** Opening Records supplied block **
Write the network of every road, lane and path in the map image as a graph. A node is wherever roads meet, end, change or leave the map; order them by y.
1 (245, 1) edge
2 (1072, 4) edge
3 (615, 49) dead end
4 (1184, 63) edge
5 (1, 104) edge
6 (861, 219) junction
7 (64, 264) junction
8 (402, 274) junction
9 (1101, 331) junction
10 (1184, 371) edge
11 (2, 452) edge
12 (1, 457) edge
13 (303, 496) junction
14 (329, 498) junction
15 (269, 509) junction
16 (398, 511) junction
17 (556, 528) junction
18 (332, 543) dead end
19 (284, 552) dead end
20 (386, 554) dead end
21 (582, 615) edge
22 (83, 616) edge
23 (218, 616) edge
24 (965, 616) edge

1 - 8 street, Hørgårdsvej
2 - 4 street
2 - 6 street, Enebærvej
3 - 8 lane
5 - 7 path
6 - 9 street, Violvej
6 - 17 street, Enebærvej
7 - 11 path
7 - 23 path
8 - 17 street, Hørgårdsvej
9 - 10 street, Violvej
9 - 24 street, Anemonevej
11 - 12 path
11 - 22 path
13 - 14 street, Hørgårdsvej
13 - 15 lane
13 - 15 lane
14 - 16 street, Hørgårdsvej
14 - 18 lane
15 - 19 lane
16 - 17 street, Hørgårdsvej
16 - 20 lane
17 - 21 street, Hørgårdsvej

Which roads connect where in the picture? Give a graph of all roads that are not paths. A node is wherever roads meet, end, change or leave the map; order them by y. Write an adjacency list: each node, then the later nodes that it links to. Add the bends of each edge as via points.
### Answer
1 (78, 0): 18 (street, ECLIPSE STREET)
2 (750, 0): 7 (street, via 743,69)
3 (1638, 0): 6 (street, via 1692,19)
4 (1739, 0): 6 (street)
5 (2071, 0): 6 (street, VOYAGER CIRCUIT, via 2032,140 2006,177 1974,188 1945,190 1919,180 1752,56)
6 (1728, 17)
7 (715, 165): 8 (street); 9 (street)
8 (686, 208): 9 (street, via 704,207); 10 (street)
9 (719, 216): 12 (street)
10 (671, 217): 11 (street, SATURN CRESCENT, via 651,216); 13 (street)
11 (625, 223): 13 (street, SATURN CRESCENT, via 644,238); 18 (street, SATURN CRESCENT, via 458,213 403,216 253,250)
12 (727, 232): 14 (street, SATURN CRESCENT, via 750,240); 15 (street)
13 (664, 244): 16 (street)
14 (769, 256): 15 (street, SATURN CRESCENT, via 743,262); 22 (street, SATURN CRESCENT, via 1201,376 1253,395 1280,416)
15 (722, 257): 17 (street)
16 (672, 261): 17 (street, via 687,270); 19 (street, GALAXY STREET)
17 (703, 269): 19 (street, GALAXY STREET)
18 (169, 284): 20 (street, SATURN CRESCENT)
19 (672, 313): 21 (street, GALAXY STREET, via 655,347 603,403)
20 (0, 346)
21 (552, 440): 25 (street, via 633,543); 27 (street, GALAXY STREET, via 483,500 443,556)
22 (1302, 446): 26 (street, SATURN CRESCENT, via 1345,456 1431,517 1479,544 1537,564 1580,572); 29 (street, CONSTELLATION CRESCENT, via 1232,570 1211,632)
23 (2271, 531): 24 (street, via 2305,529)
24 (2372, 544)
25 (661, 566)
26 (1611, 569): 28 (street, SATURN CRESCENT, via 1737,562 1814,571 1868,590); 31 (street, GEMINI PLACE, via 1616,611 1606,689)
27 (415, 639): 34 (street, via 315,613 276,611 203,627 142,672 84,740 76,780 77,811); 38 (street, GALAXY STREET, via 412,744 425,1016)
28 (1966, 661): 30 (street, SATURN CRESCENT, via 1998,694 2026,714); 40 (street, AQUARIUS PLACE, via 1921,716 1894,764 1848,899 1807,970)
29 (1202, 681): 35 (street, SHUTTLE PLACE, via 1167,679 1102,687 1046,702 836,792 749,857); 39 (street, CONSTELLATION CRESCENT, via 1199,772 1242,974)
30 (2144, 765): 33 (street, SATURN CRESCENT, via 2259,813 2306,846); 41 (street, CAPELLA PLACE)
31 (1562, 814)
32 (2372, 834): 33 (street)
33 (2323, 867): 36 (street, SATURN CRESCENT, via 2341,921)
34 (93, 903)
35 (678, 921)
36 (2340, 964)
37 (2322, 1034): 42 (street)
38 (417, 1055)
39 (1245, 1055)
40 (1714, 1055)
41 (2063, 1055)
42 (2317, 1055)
** Closing Records supplied block **
The problem →
Show all lines from the data that contain "junction".

Answer space →
6 (861, 219) junction
7 (64, 264) junction
8 (402, 274) junction
9 (1101, 331) junction
13 (303, 496) junction
14 (329, 498) junction
15 (269, 509) junction
16 (398, 511) junction
17 (556, 528) junction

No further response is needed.